GIVEN DATA Block Start
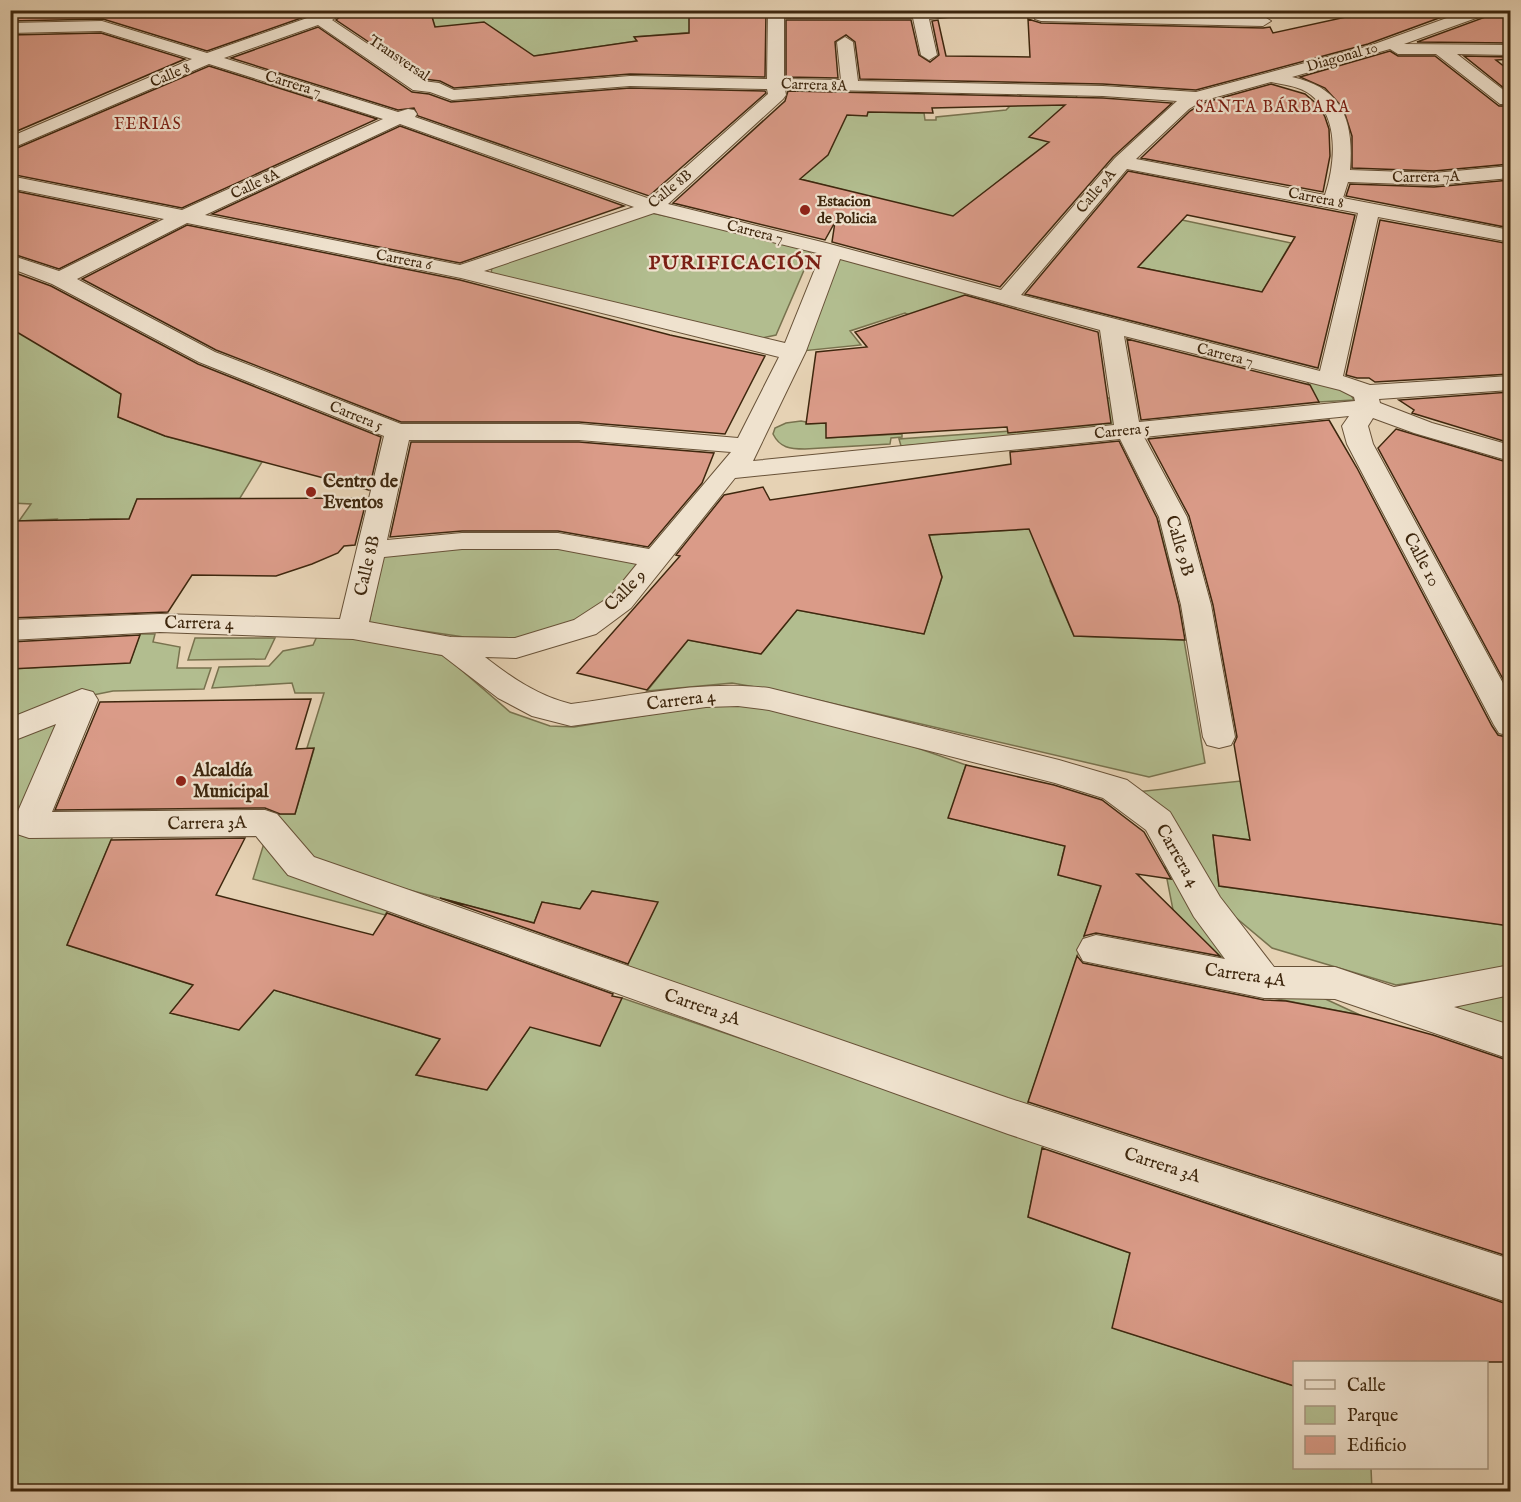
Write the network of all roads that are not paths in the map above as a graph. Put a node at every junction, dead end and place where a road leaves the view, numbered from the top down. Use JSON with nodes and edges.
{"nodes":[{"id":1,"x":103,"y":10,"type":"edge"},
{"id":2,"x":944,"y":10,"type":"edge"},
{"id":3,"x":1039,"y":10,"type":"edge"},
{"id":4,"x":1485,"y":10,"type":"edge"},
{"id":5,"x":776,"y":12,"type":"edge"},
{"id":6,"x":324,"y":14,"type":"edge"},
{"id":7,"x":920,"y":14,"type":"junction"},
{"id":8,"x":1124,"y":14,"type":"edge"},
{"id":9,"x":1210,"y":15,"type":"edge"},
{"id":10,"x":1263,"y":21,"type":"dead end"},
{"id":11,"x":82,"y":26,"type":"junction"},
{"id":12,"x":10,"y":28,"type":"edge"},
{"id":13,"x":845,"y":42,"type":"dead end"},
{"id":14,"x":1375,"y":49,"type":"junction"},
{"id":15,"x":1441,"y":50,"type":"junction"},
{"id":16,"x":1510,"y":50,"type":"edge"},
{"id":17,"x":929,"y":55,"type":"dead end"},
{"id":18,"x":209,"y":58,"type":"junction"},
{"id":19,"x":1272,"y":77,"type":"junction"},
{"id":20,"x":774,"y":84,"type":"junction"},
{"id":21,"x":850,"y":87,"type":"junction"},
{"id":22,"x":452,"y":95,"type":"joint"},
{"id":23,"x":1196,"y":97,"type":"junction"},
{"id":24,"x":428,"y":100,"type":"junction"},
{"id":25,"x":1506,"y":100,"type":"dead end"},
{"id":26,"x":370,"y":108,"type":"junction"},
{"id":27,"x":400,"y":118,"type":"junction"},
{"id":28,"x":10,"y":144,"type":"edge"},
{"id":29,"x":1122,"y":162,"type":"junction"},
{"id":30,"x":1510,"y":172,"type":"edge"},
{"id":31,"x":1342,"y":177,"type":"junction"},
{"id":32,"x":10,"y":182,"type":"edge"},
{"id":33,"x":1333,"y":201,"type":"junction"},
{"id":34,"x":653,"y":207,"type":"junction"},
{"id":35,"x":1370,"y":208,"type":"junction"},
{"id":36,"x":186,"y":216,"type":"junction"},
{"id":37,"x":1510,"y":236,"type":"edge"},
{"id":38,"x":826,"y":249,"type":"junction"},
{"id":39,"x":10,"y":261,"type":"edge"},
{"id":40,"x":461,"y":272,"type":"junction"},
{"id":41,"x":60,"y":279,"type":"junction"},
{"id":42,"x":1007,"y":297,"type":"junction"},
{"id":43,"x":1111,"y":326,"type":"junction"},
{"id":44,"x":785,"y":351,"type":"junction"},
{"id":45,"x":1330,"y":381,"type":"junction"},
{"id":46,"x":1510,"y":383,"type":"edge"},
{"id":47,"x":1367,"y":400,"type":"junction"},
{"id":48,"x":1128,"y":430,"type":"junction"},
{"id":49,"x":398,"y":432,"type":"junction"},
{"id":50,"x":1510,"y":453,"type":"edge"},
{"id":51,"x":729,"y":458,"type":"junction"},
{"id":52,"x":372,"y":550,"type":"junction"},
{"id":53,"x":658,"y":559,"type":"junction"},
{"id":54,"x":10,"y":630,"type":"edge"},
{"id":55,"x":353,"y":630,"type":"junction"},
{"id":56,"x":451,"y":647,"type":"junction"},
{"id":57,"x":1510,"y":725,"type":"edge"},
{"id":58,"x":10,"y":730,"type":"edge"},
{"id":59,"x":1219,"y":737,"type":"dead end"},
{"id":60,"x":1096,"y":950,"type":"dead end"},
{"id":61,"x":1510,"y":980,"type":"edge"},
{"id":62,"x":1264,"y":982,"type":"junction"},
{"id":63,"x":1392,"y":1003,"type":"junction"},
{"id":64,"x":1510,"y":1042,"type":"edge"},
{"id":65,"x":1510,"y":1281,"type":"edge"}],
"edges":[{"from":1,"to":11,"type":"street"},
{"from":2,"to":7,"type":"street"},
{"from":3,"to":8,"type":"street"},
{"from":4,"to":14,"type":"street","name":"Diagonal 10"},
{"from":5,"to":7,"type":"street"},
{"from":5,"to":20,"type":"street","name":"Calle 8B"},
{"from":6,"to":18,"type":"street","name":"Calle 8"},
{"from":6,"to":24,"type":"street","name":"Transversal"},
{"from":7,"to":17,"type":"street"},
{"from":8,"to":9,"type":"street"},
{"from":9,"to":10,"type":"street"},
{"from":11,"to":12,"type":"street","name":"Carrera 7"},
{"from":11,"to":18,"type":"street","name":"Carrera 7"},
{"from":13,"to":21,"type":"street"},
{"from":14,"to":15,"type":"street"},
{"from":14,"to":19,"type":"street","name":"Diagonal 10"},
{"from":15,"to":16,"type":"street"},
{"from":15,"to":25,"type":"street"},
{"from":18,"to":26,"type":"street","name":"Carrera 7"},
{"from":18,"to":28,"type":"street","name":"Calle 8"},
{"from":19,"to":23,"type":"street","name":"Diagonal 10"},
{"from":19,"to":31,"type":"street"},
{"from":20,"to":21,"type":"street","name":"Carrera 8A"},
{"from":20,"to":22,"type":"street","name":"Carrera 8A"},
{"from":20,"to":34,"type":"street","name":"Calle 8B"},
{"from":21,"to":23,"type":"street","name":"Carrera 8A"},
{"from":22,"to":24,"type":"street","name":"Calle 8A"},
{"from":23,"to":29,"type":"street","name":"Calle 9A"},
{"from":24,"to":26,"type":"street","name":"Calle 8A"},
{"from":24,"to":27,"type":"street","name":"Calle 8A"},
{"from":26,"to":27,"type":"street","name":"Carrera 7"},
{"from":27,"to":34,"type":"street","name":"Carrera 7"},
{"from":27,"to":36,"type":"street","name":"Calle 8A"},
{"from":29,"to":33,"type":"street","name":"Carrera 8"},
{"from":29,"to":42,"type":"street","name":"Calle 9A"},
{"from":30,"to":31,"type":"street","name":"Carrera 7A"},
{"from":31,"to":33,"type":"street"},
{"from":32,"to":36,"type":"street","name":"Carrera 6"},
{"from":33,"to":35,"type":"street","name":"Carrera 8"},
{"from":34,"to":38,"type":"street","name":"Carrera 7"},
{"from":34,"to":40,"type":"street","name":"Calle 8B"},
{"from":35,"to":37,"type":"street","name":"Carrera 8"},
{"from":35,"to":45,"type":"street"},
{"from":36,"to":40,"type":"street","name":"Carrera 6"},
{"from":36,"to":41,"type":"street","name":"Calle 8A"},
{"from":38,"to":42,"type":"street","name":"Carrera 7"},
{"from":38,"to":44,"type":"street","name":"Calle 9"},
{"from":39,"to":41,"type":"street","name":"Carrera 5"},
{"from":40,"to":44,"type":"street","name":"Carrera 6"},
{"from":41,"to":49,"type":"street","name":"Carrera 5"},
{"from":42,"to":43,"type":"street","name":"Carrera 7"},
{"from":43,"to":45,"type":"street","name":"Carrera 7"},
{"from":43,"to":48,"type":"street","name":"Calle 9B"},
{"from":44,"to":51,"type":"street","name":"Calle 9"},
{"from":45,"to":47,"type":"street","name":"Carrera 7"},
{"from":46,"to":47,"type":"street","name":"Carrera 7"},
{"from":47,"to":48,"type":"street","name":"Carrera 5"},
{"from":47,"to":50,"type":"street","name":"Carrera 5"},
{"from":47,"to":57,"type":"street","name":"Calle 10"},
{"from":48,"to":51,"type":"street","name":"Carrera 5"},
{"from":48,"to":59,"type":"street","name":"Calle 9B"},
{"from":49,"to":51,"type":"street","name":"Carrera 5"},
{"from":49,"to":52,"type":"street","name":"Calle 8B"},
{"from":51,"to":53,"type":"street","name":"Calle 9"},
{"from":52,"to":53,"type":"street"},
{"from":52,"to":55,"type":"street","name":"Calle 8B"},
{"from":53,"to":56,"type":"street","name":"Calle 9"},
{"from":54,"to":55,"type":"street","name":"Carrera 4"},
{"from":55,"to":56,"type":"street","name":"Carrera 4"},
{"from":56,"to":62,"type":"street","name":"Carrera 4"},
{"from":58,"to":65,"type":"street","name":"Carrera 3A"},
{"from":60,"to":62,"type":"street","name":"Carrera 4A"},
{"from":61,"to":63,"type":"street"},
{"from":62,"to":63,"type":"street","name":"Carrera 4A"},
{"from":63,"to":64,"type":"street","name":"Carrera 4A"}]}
GIVEN DATA Block End
PROBLEM DESCRIPTION
Wherever the word "edges" appears in a line of the data, copy that line.

WRITTEN SOLUTION
Write the network of all roads that are not paths in the map above as a graph. Put a node at every junction, dead end and place where a road leaves the view, numbered from the top down. Use JSON with nodes and edges.
"edges":[{"from":1,"to":11,"type":"street"},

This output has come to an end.